Faites cuire le potimarron coupé en morceaux et épluché à la vapeur ou à l’eau (salée). Quand la chair est molle, écrasez les morceaux à la fourchette. Ajoutez y la fêta et les feuilles de persil. Mixez grossièrement l’ensemble. Réservez.

Travaillez la pâte par petits bouts, laissez le reste de la pâte dans le film alimentaire pour éviter qu’elle ne dessèche. Étalez un bout de pâte finement au rouleau sur le plan de travail fariné. Faites une feuille de pâte très fine. (J’ai voulu tester un gadget pour faciliter la tâche, MENSONGE, elle me l’a rendu encore plus compliquée !). Disposez des petits tas de farce à intervalles réguliers. (équivalence d’une cuillère à café). Humidifiez avec de l’eau tiède le reste de la pâte sans farce. Étalez une autre feuille de pâte et disposez-là sur la première. Pressez le tout avec vos doigts afin de souder les deux pâtes. Renouveler l’opération autant de fois nécessaires.  Avec un couteau, ou mieux encore avec un roulette dentelée, découpez les raviolis et faites les cuire 6-7 minutes dans une grande casserole d’eau salée frémissante.
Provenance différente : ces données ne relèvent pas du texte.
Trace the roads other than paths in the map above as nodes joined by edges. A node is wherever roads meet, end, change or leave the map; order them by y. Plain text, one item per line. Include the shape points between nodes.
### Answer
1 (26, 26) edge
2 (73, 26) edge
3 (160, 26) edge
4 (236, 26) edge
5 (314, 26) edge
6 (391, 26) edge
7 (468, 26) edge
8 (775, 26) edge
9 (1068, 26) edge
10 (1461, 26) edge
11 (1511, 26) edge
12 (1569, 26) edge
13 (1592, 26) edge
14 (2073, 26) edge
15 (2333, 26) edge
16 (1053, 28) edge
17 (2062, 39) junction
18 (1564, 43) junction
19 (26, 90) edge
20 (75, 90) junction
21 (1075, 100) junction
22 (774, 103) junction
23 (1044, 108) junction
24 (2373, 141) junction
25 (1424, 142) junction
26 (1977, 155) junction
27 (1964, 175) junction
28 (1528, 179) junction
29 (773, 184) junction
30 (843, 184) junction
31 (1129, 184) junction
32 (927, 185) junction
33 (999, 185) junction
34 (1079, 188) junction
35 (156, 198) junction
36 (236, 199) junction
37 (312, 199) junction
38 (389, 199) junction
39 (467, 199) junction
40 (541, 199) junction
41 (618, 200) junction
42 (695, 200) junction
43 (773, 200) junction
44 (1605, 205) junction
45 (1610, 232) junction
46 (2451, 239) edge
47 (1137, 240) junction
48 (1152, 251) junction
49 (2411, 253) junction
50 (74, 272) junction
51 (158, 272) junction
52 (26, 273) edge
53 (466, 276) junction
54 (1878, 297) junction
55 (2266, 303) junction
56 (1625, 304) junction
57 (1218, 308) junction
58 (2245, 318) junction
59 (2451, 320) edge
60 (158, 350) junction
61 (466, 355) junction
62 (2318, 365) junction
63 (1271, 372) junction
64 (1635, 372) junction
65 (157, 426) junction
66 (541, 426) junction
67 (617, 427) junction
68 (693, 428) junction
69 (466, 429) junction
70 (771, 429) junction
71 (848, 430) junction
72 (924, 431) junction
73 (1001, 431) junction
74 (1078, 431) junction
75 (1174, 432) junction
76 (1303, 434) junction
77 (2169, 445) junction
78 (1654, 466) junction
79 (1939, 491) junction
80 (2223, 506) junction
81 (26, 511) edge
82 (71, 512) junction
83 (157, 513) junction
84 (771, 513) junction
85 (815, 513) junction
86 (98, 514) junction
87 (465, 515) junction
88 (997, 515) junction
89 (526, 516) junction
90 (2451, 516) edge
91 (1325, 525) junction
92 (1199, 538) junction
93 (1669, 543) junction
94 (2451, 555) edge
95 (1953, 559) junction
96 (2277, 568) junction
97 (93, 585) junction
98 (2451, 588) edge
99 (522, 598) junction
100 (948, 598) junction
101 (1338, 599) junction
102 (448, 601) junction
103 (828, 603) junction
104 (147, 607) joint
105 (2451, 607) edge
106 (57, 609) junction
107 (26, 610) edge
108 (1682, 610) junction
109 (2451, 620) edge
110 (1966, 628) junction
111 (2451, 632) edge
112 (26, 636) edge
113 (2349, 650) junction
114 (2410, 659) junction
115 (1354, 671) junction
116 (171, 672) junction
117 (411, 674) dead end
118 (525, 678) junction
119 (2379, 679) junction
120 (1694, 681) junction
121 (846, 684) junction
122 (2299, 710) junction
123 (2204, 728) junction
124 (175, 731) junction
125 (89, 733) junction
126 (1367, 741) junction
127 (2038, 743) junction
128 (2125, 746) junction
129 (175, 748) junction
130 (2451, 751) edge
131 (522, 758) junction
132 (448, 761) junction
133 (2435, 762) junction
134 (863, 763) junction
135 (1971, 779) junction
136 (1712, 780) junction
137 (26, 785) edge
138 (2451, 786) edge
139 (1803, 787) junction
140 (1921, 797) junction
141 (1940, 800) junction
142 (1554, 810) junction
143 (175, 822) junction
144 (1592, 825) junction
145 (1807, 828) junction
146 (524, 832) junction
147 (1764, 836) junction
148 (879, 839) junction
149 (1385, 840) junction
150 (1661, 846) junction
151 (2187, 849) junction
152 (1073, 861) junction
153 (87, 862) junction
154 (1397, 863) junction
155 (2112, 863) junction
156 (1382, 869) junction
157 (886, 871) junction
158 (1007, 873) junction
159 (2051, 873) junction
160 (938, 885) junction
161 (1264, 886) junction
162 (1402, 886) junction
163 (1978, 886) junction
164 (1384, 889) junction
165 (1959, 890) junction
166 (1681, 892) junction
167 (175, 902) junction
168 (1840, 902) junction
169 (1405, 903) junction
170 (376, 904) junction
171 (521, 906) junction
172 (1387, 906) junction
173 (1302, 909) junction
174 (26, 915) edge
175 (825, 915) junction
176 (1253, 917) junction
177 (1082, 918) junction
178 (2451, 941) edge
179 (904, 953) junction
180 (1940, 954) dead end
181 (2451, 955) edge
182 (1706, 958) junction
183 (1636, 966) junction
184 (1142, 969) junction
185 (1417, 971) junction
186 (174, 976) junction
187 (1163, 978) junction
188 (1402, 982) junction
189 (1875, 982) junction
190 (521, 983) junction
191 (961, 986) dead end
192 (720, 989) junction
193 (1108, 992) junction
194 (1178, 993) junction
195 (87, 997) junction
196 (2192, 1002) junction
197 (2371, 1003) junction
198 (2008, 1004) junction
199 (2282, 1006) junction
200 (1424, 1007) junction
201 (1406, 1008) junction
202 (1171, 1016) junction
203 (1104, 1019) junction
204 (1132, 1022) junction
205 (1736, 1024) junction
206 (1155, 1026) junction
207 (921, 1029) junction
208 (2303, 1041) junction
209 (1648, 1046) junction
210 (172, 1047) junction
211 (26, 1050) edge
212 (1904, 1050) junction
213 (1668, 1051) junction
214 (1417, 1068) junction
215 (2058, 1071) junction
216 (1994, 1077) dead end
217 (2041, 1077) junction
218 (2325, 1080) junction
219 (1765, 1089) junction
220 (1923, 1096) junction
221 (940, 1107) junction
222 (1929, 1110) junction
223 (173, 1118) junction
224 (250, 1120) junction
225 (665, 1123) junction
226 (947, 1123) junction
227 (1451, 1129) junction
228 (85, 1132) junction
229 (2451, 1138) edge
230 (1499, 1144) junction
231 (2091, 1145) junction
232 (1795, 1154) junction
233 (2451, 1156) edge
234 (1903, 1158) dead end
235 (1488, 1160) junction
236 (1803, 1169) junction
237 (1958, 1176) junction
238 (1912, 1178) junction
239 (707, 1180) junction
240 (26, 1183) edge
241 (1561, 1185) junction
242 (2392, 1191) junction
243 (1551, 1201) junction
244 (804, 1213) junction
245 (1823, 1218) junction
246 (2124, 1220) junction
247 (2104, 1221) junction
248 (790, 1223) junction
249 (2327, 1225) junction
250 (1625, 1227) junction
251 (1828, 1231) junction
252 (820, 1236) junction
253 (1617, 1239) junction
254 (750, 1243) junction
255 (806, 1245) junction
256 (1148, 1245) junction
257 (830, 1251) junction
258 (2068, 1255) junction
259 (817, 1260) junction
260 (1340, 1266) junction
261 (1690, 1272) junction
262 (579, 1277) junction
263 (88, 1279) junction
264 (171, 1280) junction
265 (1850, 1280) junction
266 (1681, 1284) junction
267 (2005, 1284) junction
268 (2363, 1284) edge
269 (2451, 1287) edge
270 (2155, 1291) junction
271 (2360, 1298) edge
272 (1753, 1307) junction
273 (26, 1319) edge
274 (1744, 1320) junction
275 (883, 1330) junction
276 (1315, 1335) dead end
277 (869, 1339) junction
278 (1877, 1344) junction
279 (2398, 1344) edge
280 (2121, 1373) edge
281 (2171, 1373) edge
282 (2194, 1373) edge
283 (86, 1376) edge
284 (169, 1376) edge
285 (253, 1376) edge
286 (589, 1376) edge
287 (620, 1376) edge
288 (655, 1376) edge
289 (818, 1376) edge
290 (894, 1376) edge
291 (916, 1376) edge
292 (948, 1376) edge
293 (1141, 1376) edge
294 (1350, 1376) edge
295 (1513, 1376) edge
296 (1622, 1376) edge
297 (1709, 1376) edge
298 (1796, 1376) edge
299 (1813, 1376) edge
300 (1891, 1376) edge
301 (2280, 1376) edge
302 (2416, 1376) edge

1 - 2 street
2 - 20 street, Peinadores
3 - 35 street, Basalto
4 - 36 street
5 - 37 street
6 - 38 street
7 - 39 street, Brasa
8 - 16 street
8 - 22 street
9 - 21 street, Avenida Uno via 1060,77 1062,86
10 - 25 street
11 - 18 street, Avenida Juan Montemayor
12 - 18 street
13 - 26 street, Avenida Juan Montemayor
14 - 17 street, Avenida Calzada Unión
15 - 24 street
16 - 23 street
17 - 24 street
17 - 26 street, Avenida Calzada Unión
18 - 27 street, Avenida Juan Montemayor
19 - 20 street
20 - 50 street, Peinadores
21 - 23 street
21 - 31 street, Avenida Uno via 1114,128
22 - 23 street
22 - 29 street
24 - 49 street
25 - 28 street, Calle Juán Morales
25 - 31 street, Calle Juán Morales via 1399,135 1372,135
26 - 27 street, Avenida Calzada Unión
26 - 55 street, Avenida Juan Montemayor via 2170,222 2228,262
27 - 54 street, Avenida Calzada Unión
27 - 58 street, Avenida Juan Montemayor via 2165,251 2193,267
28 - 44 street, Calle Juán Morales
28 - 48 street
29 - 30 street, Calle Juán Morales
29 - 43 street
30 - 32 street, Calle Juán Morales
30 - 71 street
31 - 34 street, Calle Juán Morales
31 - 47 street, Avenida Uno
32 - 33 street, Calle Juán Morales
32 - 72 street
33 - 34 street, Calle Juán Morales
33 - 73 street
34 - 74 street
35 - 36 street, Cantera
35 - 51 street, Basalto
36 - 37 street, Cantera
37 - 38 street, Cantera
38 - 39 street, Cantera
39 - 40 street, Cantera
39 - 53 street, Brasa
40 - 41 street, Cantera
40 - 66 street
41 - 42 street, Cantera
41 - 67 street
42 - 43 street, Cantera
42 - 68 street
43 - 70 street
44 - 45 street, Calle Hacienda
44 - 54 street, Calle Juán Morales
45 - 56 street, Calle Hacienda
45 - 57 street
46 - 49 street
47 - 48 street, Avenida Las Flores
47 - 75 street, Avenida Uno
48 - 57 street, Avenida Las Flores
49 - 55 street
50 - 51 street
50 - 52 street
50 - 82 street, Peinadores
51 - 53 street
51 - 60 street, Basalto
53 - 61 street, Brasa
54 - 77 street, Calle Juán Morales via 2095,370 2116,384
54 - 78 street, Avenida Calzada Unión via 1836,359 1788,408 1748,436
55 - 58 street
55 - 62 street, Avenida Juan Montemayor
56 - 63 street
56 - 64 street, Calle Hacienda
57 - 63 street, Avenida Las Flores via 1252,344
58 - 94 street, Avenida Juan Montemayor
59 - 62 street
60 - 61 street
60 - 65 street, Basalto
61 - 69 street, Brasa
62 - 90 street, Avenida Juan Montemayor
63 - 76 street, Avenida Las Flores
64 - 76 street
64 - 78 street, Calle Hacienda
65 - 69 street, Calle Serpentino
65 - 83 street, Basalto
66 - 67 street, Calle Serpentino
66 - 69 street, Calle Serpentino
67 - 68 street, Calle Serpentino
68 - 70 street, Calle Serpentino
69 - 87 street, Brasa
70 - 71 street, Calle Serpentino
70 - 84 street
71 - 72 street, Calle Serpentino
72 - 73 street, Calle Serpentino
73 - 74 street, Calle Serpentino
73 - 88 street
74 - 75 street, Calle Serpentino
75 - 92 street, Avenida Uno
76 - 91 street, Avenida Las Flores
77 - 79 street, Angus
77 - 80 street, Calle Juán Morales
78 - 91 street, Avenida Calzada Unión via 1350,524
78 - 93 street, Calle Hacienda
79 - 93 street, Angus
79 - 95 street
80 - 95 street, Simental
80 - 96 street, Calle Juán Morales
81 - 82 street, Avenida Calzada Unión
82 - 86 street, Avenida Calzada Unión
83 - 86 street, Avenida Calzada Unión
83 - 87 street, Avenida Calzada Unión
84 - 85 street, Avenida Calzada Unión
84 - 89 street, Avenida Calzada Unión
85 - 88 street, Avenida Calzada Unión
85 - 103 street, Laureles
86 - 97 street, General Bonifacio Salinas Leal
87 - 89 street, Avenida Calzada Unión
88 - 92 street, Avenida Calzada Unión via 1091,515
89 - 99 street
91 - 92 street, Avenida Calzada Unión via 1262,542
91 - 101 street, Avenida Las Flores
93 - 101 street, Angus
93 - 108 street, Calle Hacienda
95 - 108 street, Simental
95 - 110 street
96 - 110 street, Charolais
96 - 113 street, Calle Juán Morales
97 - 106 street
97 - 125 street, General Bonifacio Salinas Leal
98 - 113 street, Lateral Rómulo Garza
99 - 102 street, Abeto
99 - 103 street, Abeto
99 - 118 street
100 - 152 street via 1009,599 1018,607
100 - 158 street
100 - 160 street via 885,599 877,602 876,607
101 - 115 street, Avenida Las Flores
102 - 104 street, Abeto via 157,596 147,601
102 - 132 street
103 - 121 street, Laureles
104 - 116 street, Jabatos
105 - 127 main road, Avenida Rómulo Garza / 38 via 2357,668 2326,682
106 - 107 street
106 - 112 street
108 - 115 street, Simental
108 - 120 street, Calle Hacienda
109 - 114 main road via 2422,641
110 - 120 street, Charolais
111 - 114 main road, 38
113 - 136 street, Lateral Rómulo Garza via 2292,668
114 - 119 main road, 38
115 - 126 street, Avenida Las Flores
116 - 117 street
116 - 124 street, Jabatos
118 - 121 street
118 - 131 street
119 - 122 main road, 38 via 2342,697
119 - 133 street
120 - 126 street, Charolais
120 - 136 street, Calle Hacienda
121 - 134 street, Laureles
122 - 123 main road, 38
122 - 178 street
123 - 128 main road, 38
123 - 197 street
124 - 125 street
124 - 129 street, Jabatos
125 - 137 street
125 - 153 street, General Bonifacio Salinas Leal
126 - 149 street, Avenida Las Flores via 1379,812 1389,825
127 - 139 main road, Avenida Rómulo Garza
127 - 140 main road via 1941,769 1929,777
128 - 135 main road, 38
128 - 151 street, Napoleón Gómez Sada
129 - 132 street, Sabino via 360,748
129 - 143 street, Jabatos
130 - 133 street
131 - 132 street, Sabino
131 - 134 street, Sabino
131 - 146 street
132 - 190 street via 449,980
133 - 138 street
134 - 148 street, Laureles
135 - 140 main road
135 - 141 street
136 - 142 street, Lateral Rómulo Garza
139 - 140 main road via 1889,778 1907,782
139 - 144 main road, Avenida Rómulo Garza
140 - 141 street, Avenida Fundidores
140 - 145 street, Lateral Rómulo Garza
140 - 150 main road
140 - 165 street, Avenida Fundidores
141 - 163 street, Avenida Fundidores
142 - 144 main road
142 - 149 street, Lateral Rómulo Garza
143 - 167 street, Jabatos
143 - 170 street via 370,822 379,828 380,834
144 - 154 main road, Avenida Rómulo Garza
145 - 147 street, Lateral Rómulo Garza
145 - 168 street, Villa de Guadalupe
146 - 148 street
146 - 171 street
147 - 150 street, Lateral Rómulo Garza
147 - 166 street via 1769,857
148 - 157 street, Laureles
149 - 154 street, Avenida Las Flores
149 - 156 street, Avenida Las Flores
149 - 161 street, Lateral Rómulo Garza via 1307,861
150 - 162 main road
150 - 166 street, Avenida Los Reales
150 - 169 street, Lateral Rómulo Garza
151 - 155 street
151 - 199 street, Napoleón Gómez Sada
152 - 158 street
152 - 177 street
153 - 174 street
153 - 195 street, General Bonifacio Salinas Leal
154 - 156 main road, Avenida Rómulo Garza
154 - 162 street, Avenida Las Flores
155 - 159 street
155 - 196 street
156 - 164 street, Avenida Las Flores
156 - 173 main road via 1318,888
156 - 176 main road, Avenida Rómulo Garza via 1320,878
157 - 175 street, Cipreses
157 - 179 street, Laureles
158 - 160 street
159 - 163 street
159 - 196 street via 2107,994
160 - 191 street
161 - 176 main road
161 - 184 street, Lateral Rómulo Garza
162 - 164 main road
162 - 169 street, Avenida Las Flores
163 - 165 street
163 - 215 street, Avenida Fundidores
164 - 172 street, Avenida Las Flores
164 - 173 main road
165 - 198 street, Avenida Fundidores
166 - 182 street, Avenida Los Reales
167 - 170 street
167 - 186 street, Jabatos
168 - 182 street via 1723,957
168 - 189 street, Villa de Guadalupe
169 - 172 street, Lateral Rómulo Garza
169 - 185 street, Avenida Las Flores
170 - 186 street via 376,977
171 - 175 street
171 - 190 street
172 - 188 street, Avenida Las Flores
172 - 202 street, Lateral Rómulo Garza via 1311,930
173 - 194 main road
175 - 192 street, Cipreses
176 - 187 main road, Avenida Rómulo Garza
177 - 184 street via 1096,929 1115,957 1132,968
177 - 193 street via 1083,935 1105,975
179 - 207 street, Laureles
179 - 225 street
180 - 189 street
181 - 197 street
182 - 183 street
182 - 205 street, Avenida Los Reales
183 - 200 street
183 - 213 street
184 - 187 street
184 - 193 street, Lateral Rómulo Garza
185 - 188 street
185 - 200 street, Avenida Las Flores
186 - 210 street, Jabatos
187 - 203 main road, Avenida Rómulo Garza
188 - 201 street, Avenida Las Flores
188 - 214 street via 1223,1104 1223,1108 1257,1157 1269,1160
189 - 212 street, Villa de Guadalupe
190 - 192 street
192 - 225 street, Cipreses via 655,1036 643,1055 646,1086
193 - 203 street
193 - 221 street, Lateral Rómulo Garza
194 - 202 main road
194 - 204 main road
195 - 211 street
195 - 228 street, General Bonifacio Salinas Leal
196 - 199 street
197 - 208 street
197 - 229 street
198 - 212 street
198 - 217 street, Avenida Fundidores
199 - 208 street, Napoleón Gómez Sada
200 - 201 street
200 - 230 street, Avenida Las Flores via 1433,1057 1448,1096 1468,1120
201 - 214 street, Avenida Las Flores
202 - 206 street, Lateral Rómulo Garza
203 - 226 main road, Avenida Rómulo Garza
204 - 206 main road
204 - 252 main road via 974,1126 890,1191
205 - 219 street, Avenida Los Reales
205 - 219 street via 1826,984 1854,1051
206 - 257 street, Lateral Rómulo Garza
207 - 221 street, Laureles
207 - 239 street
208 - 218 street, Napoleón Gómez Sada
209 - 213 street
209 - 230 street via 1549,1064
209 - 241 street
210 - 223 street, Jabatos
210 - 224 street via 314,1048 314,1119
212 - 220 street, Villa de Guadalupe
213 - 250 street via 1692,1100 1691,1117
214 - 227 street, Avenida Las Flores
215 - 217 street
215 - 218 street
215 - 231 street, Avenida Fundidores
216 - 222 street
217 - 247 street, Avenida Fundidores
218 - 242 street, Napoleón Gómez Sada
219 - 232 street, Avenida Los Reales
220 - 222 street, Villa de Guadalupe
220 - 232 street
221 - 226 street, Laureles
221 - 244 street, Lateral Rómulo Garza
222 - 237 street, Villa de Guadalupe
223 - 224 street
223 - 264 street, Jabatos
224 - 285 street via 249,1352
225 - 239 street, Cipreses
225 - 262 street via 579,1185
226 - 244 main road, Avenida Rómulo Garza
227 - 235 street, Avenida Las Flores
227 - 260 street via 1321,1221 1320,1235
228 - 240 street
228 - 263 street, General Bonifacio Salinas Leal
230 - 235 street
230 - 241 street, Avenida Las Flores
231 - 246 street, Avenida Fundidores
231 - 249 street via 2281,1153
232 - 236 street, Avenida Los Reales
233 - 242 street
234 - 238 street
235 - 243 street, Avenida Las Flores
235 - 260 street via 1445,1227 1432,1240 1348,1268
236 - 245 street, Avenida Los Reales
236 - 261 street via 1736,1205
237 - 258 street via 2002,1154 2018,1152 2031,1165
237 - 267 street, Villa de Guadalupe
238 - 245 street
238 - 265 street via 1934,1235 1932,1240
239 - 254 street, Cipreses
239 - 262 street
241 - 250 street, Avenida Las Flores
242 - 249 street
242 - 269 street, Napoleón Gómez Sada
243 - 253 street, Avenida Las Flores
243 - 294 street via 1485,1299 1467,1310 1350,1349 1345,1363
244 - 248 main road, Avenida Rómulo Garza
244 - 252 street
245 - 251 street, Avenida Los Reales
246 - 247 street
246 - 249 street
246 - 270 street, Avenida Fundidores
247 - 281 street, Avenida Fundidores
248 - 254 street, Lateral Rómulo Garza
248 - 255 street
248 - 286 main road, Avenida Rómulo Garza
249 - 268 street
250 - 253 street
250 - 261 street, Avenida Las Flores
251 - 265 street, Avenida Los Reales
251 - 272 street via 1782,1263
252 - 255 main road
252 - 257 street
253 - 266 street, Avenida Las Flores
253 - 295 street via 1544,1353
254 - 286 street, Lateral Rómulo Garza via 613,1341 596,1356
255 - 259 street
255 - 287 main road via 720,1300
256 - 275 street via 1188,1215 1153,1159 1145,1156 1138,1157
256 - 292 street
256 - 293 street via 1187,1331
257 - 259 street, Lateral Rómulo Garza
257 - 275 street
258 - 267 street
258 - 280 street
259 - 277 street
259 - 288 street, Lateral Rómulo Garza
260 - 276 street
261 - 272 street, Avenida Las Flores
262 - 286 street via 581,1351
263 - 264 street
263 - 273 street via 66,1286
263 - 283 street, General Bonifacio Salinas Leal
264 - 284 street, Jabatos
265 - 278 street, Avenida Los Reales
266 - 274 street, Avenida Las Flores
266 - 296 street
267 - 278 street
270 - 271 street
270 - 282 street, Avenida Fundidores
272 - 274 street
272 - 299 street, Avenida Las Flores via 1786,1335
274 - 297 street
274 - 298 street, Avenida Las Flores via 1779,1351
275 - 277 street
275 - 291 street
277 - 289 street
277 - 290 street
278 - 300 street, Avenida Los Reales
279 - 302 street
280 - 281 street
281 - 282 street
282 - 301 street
Servez les raviolis natures avec une cuillère à soupe de crème fraîche et de copeaux de parmesan.

Le lundi c’est spaghettis

Pour bien commencer la semaine, c’est spaghettis pour tout le monde ! Je passe un temps fou à concocter des nouvelles recettes, de nouvelles saveurs, à réaliser des tonnes et des tonnes de recettes, et pourtant, mon plat préféré a toujours été et restera : Les pâtes ! Les meilleures choses sont les plus simples comme on dit. L’année dernière, en voyage à Amsterdam, j’ai découvert les pâtes à la roquette. Oui, oui il m’a fallut parcourir des milliers de kilomètres pour me rendre compte à quel point c’était BON de mélanger pâtes et roquette ! Depuis, j’ai pris l’habitude d’en mettre un peu partout.

Spaghettis sauce tomate à la roquette et parmesan

Sauce tomate :
10 tomates (les plus mûres de votre saladier!)
1/2 verre de vin blanc
1 gros oignon
huile d’olive
1 poignée d’olive dénoyautés
1 cuill. à café de sucre

Émincez l’oignon et faites le revenir dans l’huile d’olive. Une fois doré, déglacez avec le demi verre de vin blanc. Faites réduire à feu doux pour faire évaporer l’alcool. Pelez les tomates. Si elles sont très mûres, la peau doit partir toute seule, si elles sont fermes, mondez-les. Ajoutez les tomates pelées et coupées en petits morceaux, puis la poignée d’olive.Laissez mijoter quelques minutes puis ajoutez le sucre. Salez et poivrez selon le goût. Faites cuire les spaghettis, al dente bien sur !
Au moment de servir, garnissez les spaghettis de sauce tomate, de roquette fraîche, de copeaux de parmesan et de quelques olives entières.